The shares of the Swedish real estate company Fastpartner suffered a fall of more than 8% on Monday at the opening of the Stockholm Stock Exchange, after the company’s debt rating was downgraded last Friday to speculative grade or ‘junk bond’ for Moody’s agency.

Specifically, the risk rating agency downgraded Fastpartner’s solvency score by one notch, lowering it to ‘Ba1’ from ‘Baa3’ and also placing it under review for possible further downgrades.

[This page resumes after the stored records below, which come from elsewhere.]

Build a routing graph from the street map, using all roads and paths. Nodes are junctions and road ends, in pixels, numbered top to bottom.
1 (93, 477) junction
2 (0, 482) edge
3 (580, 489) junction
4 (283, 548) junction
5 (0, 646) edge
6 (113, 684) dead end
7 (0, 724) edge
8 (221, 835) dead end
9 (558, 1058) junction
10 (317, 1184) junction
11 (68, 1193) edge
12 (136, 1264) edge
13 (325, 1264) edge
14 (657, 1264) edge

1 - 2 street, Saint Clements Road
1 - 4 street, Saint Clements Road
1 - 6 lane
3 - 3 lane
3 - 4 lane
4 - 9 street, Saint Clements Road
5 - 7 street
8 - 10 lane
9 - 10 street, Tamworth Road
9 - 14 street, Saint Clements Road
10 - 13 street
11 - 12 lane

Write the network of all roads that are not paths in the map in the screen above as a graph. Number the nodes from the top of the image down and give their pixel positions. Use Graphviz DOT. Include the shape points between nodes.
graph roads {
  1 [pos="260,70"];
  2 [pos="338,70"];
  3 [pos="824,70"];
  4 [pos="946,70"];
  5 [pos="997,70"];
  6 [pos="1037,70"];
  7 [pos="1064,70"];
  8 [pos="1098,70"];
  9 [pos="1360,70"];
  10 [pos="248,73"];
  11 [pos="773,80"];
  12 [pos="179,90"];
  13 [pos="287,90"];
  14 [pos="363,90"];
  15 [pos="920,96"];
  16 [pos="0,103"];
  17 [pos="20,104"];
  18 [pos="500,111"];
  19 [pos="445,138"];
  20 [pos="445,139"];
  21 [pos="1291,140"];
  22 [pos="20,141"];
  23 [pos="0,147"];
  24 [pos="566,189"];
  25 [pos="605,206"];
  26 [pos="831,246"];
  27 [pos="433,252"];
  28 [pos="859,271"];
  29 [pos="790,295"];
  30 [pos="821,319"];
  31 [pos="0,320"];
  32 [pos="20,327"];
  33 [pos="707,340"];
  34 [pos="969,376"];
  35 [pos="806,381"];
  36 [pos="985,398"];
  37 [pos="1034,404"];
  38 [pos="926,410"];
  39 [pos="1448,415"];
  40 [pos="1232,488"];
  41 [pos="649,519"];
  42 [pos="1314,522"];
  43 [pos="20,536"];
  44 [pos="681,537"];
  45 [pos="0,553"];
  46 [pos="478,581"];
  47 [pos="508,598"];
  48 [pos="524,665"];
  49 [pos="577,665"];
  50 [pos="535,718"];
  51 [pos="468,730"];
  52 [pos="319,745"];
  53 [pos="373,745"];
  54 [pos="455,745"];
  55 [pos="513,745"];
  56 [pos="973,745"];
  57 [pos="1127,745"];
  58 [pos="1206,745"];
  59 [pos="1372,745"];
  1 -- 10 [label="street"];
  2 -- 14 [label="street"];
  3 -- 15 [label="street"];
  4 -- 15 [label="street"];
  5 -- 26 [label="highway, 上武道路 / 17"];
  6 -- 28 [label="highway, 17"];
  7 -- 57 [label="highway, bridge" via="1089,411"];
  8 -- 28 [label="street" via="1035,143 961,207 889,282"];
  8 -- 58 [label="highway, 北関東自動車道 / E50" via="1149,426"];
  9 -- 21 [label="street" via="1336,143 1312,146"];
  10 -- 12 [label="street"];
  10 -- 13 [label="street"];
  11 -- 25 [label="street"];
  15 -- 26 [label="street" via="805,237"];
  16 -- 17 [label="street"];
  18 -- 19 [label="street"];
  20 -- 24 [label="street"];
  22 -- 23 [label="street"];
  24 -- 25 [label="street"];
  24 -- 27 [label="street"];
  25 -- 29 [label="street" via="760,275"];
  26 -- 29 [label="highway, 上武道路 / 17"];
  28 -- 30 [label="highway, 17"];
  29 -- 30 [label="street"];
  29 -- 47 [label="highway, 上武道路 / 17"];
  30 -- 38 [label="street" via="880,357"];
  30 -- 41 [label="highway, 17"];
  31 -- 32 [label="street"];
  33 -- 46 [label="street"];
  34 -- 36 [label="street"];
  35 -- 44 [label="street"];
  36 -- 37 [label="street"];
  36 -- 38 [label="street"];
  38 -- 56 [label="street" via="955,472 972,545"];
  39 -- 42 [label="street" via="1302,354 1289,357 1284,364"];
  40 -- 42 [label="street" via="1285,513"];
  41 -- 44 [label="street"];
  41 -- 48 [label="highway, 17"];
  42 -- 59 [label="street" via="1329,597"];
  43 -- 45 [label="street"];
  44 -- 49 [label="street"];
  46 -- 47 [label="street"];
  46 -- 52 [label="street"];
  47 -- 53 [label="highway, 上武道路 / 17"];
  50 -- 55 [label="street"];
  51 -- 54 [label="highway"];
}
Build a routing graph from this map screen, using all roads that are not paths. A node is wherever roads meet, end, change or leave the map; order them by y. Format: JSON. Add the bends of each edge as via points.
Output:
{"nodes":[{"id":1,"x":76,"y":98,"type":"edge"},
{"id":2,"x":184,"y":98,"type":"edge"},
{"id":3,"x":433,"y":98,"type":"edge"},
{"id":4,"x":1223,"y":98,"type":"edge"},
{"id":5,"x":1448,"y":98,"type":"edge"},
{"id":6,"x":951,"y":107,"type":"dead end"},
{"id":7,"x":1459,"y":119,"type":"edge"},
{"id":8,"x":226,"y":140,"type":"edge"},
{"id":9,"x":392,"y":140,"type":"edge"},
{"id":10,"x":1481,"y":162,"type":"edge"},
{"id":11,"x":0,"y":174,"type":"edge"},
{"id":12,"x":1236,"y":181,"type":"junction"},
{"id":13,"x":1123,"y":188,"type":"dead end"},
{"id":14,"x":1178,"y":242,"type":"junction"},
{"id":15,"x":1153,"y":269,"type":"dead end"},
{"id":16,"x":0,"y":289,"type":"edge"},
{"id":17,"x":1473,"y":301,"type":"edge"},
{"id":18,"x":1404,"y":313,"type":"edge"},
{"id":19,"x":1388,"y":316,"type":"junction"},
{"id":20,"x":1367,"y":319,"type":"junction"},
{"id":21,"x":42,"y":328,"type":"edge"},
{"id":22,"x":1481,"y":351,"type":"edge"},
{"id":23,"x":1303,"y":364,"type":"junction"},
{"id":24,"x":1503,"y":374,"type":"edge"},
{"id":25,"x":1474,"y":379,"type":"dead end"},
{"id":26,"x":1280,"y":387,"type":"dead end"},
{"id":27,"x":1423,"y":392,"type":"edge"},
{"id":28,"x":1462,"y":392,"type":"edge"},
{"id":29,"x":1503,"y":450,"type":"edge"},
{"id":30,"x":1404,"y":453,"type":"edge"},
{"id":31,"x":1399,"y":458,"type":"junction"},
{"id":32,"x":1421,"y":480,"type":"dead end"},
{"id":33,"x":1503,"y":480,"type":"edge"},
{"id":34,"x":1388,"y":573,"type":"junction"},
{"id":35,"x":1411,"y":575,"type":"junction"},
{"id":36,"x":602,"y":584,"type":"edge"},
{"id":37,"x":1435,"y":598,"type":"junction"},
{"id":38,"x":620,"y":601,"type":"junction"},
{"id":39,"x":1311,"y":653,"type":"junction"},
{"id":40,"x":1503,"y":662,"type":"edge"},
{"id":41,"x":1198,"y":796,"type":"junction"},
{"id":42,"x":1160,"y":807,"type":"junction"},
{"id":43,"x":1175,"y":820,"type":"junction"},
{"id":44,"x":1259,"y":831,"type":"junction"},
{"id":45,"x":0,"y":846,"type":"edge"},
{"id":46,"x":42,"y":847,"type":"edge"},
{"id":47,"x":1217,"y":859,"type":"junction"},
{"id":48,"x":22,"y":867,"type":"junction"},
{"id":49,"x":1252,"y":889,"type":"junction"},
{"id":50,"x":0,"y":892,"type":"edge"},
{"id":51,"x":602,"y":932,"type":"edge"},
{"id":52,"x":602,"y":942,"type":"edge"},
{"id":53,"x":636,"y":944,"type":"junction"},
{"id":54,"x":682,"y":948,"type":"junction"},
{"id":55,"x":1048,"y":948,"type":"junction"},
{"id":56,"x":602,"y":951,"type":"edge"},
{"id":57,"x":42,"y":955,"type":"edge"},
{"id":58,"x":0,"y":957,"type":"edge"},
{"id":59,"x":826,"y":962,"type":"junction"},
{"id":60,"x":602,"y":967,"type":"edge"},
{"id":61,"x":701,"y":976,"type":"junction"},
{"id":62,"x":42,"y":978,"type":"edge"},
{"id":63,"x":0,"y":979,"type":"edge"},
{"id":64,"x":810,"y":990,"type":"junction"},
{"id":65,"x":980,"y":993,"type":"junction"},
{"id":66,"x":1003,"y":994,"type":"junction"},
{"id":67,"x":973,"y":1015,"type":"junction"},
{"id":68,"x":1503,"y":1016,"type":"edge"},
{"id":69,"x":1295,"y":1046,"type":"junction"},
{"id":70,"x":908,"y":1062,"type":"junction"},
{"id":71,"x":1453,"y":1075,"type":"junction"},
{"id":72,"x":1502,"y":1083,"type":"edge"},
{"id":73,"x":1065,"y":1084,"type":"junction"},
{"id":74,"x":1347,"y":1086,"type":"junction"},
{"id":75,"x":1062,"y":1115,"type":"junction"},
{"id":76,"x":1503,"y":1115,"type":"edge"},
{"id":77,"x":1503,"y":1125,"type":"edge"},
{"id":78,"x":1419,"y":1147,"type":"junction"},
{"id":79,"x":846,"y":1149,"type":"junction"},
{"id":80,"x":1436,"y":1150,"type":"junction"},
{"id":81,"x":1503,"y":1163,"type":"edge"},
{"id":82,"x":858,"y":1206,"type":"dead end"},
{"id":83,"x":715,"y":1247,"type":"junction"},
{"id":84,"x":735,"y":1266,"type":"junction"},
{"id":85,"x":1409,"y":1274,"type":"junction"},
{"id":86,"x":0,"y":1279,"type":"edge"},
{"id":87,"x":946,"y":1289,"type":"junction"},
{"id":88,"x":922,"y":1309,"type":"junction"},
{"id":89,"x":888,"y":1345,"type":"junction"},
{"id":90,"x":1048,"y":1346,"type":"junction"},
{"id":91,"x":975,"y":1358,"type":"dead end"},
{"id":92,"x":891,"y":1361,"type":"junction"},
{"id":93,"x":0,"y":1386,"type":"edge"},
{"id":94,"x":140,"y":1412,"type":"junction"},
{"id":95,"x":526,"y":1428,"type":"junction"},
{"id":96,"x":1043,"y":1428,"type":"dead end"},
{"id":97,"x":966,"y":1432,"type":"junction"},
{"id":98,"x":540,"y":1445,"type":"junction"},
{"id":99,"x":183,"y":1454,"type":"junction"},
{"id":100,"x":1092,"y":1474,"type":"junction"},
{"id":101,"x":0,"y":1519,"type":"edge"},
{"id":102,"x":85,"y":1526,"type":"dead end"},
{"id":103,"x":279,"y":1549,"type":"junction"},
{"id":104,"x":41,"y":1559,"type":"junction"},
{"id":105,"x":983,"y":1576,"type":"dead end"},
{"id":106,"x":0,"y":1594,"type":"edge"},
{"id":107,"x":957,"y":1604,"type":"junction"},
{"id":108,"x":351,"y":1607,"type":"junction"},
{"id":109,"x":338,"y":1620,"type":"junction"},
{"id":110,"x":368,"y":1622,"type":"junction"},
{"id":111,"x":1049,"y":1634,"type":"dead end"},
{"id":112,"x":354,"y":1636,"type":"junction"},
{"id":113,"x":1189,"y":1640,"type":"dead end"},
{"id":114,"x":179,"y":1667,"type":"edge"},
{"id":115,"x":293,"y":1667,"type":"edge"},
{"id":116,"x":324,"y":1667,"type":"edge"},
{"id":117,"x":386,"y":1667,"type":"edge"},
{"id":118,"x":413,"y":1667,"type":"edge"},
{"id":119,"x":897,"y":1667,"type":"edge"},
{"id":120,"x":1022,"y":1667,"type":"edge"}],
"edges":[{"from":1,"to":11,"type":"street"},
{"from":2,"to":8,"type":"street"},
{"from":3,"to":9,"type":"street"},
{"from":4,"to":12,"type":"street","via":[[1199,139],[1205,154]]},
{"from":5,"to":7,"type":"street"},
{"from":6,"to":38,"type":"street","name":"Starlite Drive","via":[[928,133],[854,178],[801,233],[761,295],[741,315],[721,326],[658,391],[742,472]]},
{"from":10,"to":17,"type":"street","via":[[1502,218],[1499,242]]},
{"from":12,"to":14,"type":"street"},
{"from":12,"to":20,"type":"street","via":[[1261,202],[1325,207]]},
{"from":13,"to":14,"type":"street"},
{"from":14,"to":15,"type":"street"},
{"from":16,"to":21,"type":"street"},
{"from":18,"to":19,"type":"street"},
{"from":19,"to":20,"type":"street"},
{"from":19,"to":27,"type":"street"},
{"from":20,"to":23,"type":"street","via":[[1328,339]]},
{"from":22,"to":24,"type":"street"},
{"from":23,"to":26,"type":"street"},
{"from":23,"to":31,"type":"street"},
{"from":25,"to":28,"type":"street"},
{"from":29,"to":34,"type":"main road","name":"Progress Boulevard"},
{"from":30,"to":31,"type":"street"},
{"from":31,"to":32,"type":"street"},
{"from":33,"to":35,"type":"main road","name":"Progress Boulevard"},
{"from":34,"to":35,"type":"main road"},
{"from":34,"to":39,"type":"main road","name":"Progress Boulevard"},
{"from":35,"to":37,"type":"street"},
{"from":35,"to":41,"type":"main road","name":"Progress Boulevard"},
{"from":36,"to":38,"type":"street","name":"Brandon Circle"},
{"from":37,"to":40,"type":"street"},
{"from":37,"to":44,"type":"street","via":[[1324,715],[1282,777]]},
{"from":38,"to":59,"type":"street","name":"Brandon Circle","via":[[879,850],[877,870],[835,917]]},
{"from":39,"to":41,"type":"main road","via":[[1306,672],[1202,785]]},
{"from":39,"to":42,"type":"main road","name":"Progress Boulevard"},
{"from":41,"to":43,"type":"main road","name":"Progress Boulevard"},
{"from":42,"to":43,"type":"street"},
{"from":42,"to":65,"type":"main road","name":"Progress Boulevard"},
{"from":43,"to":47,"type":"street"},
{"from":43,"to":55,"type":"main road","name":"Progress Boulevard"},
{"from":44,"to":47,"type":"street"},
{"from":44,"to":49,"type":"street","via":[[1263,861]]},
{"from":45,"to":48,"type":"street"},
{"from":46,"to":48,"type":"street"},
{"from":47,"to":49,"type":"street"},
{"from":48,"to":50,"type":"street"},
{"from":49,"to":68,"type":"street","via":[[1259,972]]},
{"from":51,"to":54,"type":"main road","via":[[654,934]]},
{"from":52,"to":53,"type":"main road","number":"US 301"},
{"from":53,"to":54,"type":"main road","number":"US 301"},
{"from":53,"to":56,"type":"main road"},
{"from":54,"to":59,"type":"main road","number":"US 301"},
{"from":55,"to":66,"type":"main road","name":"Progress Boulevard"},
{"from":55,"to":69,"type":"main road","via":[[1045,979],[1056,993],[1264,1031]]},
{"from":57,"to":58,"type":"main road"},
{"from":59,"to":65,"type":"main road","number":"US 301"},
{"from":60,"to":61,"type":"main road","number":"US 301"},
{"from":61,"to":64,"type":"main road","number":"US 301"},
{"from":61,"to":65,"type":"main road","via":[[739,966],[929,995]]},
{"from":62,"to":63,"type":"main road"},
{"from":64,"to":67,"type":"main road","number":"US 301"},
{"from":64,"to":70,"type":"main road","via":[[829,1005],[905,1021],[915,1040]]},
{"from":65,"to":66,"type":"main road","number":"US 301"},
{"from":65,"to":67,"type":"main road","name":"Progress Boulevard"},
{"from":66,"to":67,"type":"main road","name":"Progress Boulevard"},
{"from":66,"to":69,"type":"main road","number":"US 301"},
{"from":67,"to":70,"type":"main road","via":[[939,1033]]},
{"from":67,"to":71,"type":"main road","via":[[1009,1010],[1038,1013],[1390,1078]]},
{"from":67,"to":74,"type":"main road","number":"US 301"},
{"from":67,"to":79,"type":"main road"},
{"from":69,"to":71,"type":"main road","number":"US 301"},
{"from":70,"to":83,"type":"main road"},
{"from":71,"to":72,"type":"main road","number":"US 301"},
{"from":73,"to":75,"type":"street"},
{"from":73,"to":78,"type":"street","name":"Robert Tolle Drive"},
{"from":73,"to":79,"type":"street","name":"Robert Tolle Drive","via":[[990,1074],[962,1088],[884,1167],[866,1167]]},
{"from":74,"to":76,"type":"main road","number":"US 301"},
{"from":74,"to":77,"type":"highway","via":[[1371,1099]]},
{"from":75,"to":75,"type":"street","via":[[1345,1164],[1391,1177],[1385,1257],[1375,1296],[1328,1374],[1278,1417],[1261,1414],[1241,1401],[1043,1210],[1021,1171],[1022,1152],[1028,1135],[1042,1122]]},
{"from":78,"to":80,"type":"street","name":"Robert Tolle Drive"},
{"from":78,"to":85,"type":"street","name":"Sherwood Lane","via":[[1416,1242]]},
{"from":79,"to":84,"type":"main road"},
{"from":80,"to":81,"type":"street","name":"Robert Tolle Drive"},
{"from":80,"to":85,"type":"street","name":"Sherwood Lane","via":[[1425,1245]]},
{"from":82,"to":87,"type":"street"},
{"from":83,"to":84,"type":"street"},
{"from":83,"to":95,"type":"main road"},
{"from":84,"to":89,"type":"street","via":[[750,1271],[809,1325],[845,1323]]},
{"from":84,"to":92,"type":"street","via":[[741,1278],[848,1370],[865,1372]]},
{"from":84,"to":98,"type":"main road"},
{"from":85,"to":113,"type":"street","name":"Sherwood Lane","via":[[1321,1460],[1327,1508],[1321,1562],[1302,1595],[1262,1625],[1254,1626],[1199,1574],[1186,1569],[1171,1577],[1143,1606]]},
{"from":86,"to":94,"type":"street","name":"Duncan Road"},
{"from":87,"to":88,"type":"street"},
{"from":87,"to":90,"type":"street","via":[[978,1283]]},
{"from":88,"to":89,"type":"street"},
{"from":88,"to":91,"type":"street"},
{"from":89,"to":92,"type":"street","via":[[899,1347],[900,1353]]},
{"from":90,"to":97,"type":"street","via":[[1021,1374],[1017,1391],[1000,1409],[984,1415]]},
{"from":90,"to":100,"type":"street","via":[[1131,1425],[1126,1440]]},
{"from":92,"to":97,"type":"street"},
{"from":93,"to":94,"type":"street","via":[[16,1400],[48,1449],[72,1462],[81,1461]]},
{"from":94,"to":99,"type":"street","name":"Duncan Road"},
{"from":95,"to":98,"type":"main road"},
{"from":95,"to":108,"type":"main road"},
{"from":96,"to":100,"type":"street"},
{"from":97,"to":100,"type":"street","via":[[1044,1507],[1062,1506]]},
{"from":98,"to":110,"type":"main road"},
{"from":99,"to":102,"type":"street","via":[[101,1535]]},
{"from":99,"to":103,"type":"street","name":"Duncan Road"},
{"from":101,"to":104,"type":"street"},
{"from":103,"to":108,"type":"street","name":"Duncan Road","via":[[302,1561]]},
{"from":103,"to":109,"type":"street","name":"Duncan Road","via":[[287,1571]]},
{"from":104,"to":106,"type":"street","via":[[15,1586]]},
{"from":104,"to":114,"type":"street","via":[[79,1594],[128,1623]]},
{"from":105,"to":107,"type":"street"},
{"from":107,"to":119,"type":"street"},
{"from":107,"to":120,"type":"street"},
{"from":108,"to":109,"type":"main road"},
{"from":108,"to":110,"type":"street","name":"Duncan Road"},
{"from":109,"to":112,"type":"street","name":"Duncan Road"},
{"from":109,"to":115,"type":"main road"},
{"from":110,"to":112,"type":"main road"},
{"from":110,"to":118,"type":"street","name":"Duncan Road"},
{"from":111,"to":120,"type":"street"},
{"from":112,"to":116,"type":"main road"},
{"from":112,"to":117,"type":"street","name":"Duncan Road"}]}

Moody’s decision reflects rapidly rising interest rates combined with subsequent capital markets challenges with increasing credit spreads, which continue to significantly increase funding costs reflected in weaker interest coverage ratios.

However, Moody’s expects Fastpartner’s operating performance to remain strong over the coming quarters with higher net rent growth due to inflation-linked rents in a significant portion of the portfolio or the ability to renegotiate rents.

“However, in Moody’s opinion, these improvements are unlikely to be sufficient to offset the pressure on valuations and higher funding costs,” the agency said.

In response to the downgrade, Sven-Olof Johansson, CEO of Fastpartner, stressed that the real estate company has worked hard to bolster its financial stability by extending the terms of its existing bank loans.

“The meaning of these measures is that we have liquidity to meet all debt maturities with a term of more than 30 months,” said the executive, for whom, in light of this and the relatively low proportion of outstanding bond loans the company, the downgrade “is of marginal significance” to the company’s day-to-day operations.